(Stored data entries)

········

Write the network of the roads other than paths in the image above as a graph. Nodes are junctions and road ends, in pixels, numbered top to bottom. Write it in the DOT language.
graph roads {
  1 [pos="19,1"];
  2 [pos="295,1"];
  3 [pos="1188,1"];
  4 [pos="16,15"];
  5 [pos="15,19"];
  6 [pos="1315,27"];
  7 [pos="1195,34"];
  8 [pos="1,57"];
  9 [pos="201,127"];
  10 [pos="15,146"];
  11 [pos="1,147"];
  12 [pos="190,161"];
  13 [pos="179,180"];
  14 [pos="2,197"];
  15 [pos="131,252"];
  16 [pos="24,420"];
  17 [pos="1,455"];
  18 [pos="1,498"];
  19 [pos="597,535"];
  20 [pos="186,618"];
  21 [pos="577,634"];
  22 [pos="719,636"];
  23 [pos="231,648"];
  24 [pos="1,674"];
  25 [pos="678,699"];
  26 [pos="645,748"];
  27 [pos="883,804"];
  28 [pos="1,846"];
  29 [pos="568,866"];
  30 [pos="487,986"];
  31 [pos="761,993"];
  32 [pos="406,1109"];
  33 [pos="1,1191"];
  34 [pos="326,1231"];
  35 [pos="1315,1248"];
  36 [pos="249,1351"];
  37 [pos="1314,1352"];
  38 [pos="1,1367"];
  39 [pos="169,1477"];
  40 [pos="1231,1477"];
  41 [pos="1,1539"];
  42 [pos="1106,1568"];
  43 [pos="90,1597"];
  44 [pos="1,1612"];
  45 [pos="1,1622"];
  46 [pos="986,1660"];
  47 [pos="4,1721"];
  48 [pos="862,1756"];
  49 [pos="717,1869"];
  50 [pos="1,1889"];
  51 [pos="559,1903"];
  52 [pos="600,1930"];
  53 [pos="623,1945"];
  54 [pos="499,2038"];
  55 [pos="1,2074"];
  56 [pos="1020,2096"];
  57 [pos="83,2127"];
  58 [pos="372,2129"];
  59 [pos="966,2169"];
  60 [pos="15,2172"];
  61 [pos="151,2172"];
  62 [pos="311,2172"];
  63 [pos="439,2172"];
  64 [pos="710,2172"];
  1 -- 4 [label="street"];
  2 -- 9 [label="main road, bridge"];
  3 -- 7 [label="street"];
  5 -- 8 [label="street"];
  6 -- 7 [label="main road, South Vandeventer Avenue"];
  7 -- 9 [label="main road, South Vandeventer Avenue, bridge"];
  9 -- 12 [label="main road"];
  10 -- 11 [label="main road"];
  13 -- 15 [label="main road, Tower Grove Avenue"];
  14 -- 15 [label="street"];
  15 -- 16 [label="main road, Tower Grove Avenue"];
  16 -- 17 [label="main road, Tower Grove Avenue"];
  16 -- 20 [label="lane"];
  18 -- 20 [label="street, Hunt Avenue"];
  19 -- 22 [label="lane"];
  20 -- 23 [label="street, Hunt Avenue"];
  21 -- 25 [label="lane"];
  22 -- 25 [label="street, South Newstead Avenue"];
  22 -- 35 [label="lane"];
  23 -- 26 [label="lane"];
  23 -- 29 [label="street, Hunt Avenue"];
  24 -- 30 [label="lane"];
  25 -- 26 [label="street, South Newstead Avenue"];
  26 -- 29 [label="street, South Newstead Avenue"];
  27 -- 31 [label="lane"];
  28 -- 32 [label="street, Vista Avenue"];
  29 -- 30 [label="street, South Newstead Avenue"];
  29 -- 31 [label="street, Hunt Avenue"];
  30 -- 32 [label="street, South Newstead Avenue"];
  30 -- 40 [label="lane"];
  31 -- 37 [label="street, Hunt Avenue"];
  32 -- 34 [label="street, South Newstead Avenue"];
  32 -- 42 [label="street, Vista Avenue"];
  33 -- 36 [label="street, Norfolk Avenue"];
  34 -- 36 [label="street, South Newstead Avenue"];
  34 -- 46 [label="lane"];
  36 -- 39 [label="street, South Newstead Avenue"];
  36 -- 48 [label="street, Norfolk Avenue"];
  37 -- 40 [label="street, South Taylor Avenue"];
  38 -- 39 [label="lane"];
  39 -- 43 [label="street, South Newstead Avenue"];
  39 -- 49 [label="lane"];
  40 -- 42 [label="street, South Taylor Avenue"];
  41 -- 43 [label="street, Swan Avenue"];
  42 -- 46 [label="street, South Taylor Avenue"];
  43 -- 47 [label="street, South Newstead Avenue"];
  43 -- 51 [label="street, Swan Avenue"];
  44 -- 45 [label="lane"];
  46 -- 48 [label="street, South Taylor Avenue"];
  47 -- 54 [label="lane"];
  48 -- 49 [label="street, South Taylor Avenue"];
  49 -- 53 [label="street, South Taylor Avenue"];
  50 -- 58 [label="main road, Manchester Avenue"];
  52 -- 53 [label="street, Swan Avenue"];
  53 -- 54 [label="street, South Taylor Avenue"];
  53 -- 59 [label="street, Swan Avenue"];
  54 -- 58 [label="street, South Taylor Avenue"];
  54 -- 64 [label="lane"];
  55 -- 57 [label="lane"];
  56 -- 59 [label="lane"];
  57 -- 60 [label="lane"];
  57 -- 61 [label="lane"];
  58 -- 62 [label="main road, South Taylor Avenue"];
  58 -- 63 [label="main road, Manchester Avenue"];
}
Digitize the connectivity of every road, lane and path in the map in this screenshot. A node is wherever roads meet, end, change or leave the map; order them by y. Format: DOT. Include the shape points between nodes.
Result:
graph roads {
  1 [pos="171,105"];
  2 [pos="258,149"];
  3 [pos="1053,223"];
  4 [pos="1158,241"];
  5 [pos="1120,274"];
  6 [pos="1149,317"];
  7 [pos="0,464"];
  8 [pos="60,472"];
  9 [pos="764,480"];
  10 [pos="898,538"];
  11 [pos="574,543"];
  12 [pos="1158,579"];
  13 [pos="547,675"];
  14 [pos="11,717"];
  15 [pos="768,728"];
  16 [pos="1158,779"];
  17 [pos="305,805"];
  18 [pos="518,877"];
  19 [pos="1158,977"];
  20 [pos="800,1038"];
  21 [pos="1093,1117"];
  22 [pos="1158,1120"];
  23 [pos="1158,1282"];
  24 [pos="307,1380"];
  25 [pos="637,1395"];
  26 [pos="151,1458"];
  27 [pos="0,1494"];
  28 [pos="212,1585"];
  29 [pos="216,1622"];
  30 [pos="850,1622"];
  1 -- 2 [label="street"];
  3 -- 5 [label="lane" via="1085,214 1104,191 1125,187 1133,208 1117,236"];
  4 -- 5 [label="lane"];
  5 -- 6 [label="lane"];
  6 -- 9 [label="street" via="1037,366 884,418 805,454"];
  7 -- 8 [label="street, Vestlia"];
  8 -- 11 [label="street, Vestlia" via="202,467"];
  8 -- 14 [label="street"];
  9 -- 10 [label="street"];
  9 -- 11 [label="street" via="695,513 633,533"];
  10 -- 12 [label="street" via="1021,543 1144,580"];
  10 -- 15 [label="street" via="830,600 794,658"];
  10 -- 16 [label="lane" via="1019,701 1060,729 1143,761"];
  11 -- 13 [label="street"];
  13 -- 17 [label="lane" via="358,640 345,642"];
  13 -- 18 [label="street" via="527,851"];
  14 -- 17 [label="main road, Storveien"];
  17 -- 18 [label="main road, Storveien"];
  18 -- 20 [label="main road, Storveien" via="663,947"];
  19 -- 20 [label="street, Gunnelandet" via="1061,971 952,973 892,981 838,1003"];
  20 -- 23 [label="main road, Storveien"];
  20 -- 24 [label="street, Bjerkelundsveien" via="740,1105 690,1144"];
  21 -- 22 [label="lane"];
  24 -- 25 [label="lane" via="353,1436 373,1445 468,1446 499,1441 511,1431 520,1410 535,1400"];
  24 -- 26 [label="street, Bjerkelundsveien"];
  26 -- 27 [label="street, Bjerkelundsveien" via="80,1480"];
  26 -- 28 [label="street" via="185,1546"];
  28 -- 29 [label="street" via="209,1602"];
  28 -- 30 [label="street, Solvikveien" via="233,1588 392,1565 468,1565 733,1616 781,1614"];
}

········

**WHAT TO WORK ON:**
Go through the records above, find each line with the string "Storveien", and copy it.

**FINISHED TASK:**
  14 -- 17 [label="main road, Storveien"];
  17 -- 18 [label="main road, Storveien"];
  18 -- 20 [label="main road, Storveien" via="663,947"];
  20 -- 23 [label="main road, Storveien"];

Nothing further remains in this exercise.